### ABOUT THIS TASK:
The entries are to be written out again with no differences.

### DATA SHOWN:

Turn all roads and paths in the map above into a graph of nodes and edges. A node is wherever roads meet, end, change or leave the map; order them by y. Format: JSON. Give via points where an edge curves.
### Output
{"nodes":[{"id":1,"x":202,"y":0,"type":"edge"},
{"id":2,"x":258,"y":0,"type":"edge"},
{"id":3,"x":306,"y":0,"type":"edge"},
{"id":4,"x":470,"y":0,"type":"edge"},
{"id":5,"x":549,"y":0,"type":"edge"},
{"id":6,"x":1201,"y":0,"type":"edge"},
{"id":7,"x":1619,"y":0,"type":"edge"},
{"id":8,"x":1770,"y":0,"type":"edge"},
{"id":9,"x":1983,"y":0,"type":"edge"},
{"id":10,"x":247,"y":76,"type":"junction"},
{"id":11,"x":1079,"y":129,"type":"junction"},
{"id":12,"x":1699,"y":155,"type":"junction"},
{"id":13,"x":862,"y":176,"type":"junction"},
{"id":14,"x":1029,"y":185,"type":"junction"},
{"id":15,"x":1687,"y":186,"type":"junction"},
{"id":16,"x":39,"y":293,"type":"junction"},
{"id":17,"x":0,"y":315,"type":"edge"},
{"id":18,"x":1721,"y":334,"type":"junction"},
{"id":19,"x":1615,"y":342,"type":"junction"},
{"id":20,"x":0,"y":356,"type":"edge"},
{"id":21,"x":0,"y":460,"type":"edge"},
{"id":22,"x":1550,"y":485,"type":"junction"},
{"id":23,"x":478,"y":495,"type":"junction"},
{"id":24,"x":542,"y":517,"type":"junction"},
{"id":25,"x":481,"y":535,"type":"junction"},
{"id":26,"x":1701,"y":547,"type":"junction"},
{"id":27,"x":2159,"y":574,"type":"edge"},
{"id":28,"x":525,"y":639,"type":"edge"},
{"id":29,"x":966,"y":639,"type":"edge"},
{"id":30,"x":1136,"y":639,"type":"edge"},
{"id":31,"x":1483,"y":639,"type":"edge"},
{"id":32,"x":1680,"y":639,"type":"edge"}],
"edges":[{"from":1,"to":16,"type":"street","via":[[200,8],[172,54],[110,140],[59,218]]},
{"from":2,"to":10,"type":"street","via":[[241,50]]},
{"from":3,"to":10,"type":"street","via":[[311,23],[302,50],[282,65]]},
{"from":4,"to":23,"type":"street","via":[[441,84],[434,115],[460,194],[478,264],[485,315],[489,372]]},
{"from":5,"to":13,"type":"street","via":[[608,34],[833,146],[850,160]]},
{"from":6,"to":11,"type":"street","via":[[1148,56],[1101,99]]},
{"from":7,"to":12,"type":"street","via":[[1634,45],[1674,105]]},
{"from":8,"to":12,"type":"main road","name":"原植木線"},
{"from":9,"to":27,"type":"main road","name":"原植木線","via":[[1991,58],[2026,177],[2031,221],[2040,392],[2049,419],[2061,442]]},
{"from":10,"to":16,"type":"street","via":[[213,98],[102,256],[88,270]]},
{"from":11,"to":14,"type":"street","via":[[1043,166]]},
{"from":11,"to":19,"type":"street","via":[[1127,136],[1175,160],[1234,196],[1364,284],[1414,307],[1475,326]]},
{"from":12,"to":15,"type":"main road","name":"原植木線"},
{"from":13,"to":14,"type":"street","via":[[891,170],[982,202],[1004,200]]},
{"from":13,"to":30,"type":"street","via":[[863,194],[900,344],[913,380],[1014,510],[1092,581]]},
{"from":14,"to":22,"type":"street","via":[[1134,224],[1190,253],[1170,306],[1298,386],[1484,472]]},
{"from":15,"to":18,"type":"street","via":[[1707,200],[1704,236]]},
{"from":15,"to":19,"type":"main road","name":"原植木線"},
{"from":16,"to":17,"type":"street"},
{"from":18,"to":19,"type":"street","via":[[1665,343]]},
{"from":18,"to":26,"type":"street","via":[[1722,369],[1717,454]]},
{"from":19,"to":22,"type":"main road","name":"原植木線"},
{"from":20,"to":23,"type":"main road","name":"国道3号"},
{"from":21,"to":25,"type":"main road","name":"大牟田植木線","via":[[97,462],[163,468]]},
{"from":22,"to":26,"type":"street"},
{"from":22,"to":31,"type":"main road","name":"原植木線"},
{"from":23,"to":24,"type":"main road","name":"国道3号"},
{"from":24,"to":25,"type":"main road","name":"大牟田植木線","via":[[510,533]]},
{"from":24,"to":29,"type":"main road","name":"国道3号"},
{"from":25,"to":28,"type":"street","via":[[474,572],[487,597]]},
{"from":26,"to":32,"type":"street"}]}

### WORKED SOLUTION:
Turn all roads and paths in the map above into a graph of nodes and edges. A node is wherever roads meet, end, change or leave the map; order them by y. Format: JSON. Give via points where an edge curves.
### Output
{"nodes":[{"id":1,"x":202,"y":0,"type":"edge"},
{"id":2,"x":258,"y":0,"type":"edge"},
{"id":3,"x":306,"y":0,"type":"edge"},
{"id":4,"x":470,"y":0,"type":"edge"},
{"id":5,"x":549,"y":0,"type":"edge"},
{"id":6,"x":1201,"y":0,"type":"edge"},
{"id":7,"x":1619,"y":0,"type":"edge"},
{"id":8,"x":1770,"y":0,"type":"edge"},
{"id":9,"x":1983,"y":0,"type":"edge"},
{"id":10,"x":247,"y":76,"type":"junction"},
{"id":11,"x":1079,"y":129,"type":"junction"},
{"id":12,"x":1699,"y":155,"type":"junction"},
{"id":13,"x":862,"y":176,"type":"junction"},
{"id":14,"x":1029,"y":185,"type":"junction"},
{"id":15,"x":1687,"y":186,"type":"junction"},
{"id":16,"x":39,"y":293,"type":"junction"},
{"id":17,"x":0,"y":315,"type":"edge"},
{"id":18,"x":1721,"y":334,"type":"junction"},
{"id":19,"x":1615,"y":342,"type":"junction"},
{"id":20,"x":0,"y":356,"type":"edge"},
{"id":21,"x":0,"y":460,"type":"edge"},
{"id":22,"x":1550,"y":485,"type":"junction"},
{"id":23,"x":478,"y":495,"type":"junction"},
{"id":24,"x":542,"y":517,"type":"junction"},
{"id":25,"x":481,"y":535,"type":"junction"},
{"id":26,"x":1701,"y":547,"type":"junction"},
{"id":27,"x":2159,"y":574,"type":"edge"},
{"id":28,"x":525,"y":639,"type":"edge"},
{"id":29,"x":966,"y":639,"type":"edge"},
{"id":30,"x":1136,"y":639,"type":"edge"},
{"id":31,"x":1483,"y":639,"type":"edge"},
{"id":32,"x":1680,"y":639,"type":"edge"}],
"edges":[{"from":1,"to":16,"type":"street","via":[[200,8],[172,54],[110,140],[59,218]]},
{"from":2,"to":10,"type":"street","via":[[241,50]]},
{"from":3,"to":10,"type":"street","via":[[311,23],[302,50],[282,65]]},
{"from":4,"to":23,"type":"street","via":[[441,84],[434,115],[460,194],[478,264],[485,315],[489,372]]},
{"from":5,"to":13,"type":"street","via":[[608,34],[833,146],[850,160]]},
{"from":6,"to":11,"type":"street","via":[[1148,56],[1101,99]]},
{"from":7,"to":12,"type":"street","via":[[1634,45],[1674,105]]},
{"from":8,"to":12,"type":"main road","name":"原植木線"},
{"from":9,"to":27,"type":"main road","name":"原植木線","via":[[1991,58],[2026,177],[2031,221],[2040,392],[2049,419],[2061,442]]},
{"from":10,"to":16,"type":"street","via":[[213,98],[102,256],[88,270]]},
{"from":11,"to":14,"type":"street","via":[[1043,166]]},
{"from":11,"to":19,"type":"street","via":[[1127,136],[1175,160],[1234,196],[1364,284],[1414,307],[1475,326]]},
{"from":12,"to":15,"type":"main road","name":"原植木線"},
{"from":13,"to":14,"type":"street","via":[[891,170],[982,202],[1004,200]]},
{"from":13,"to":30,"type":"street","via":[[863,194],[900,344],[913,380],[1014,510],[1092,581]]},
{"from":14,"to":22,"type":"street","via":[[1134,224],[1190,253],[1170,306],[1298,386],[1484,472]]},
{"from":15,"to":18,"type":"street","via":[[1707,200],[1704,236]]},
{"from":15,"to":19,"type":"main road","name":"原植木線"},
{"from":16,"to":17,"type":"street"},
{"from":18,"to":19,"type":"street","via":[[1665,343]]},
{"from":18,"to":26,"type":"street","via":[[1722,369],[1717,454]]},
{"from":19,"to":22,"type":"main road","name":"原植木線"},
{"from":20,"to":23,"type":"main road","name":"国道3号"},
{"from":21,"to":25,"type":"main road","name":"大牟田植木線","via":[[97,462],[163,468]]},
{"from":22,"to":26,"type":"street"},
{"from":22,"to":31,"type":"main road","name":"原植木線"},
{"from":23,"to":24,"type":"main road","name":"国道3号"},
{"from":24,"to":25,"type":"main road","name":"大牟田植木線","via":[[510,533]]},
{"from":24,"to":29,"type":"main road","name":"国道3号"},
{"from":25,"to":28,"type":"street","via":[[474,572],[487,597]]},
{"from":26,"to":32,"type":"street"}]}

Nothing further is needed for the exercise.